The XX Factor

How a Breast-Feeding Bernie Supporter Has Become an International Sensation

bernie sanders breast feeding mom.
Audience members, including a woman breast-feeding, cheer as Bernie Sanders is introduced at a campaign rally in Berea, Ohio, on Feb. 25.

Brian Snyder/Reuters

A couple of weeks ago, Margaret Ellen Bradford was attending a Bernie Sanders rally in Cleveland when her baby got hungry. She then pulled down her homemade Bernie T-shirt and began breast-feeding her daughter, sans nursing cover, all the while continuing to cheer on the candidate from the second row. According to Bradford, Sanders and his wife, Jane O’Meara Sanders, thanked her afterward “for doing what mothers do and taking care of my daughter when she needed her mom, even if that meant nursing in public!”

A photograph taken of Bradford breast-feeding at the event has since gone viral, inspiring the mom to create a #boobsforBernie hashtag. Bradford and her baby—and her hashtag—have appeared in dozens of national publications, as well as ones in the United Kingdom, Poland, Norway, India, New Zealand, and Australia. Bernie Sanders’ Twitter account also shared the image, taking aim against the negative responses Bradford says she’s been receiving. “As a society, we should never stigmatize women for breastfeeding in public,” the tweet reads.

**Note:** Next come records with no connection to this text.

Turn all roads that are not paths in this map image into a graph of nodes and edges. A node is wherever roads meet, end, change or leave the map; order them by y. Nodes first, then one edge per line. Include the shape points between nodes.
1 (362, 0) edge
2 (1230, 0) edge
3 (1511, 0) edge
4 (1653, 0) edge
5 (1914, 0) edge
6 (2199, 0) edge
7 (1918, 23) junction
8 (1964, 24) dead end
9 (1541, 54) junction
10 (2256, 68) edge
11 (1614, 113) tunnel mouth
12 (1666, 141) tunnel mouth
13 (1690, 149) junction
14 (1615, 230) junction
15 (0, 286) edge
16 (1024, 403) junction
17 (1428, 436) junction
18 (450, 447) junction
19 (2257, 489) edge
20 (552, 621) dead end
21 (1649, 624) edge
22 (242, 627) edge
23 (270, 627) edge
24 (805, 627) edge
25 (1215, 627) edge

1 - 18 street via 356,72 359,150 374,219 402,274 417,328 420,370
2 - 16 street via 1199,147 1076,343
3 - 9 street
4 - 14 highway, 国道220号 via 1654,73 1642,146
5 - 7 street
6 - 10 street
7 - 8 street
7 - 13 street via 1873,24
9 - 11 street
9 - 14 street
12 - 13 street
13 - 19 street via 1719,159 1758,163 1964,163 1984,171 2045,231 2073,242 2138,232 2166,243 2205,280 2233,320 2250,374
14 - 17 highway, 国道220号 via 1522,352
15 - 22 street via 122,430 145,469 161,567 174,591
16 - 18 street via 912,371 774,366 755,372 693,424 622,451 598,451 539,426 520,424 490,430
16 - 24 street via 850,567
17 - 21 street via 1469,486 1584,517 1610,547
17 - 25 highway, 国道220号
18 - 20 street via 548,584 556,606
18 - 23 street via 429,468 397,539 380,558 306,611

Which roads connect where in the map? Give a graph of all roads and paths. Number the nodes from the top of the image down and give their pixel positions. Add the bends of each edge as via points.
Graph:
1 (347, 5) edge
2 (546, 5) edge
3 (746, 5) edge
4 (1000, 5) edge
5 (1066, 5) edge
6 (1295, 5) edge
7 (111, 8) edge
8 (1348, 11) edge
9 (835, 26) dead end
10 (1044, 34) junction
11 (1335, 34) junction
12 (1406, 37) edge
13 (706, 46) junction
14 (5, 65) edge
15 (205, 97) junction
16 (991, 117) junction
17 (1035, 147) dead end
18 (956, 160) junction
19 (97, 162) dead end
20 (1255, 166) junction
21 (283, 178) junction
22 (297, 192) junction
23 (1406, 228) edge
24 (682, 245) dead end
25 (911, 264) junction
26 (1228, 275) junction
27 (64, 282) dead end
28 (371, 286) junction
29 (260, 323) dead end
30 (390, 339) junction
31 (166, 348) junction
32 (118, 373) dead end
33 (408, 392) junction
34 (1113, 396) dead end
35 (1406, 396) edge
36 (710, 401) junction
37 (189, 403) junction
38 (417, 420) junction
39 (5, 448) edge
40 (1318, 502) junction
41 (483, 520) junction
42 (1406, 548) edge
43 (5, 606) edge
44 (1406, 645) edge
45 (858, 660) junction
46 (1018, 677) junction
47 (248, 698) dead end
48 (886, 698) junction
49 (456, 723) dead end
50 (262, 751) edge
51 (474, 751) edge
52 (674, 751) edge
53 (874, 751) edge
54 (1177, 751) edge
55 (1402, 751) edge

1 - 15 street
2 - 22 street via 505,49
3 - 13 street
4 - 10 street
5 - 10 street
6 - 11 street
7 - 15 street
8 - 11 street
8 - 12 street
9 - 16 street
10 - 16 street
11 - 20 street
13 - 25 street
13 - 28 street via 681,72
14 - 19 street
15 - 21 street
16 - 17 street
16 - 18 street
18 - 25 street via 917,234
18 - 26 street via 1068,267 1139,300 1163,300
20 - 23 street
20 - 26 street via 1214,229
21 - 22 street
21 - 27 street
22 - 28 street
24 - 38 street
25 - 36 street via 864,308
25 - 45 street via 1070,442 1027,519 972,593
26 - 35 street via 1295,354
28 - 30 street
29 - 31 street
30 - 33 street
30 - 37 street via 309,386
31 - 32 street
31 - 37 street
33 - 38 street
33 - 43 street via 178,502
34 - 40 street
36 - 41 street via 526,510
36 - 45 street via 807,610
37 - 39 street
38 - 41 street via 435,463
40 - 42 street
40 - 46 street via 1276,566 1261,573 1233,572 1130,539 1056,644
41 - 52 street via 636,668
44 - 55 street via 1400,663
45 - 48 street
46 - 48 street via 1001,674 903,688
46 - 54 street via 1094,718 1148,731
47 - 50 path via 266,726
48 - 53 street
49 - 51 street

Bradford says she created the hashtag in order to encourage Sanders’ supporters to share pictures of themselves feeling the Bern while feeding their babies. But so far, there aren’t many shots of lactating progressives flooding social media. Instead, the hashtag is serving as a prompt to discuss breast-feeding in public—a conversation that tends to attract few agnostics.

The vast majority of those chiming in are supportive of Bradford. “People are ridiculous! There is nothing more natural than nurturing a baby and breastfeeding should be a part of that,” wrote one woman. Most of the criticism of Bradford is presented as a question about her motives: “I’m tired of people assuming people who are not feeling this are anti-breast feeding … Who brings their baby to presidential rally and breast feed … A person who want to make it about them and not their baby … Breast feed in public if you need to but really this is necessary???”

Maybe not necessary, but it definitely makes for good click fodder. Pictures of mothers breast-feeding in public go viral all the time. They’re a big draw for those advocating for more public acceptance for breast-feeding. And they’re a big draw for those who take issue with breast-feeding in public; those who are most upset by an exposed breast are likely to be the those most easily titillated by one as well. The injection of the presidential race into this only made it more alluring. Also, there might have been some appeal in the way it presented a more female-friendly Bernie supporter narrative than the ubiquitous “Bernie bro.

Of course, the battle public breast-feeding advocates are fighting is a cultural, rather than legal, one. Currently, it’s kosher to breast-feed in public in 49 states. Nevertheless, women continue to be told to cover up or feed their children in bathroom stalls. It’s bananas. Baby-rearing is complicated enough without worrying about having to find refuge every time the little ones need to feed. Also, the expectation that moms should hide away whenever they feed their babies, which happens a lot, limits their ability to anything else besides breast-feeding. Because she was comfortable breast-feeding in public, Bradford was able to tend to her child’s needs while simultaneously tending to her own. That’s fantastic.

To be sure, breast-feeding advocacy can easily veer into dangerous terrain where biology is destiny. Take for example Bradford’s retelling of how the Sanders thanked her for “doing what mothers do” after the rally. The problem here is that mothers do a lot of things, including running for president.

Ultimately, #boobsforBernie reveals both the ways in which we need to make the world more hospitable to moms and the ways in which efforts to do so can end up limiting women. We’ll know we’ve really made it when breast-feeding at a political rally isn’t something to celebrate or condemn. It’s just a mom doing what she needs to do to in order to cheer on the candidate she supports—with her brain.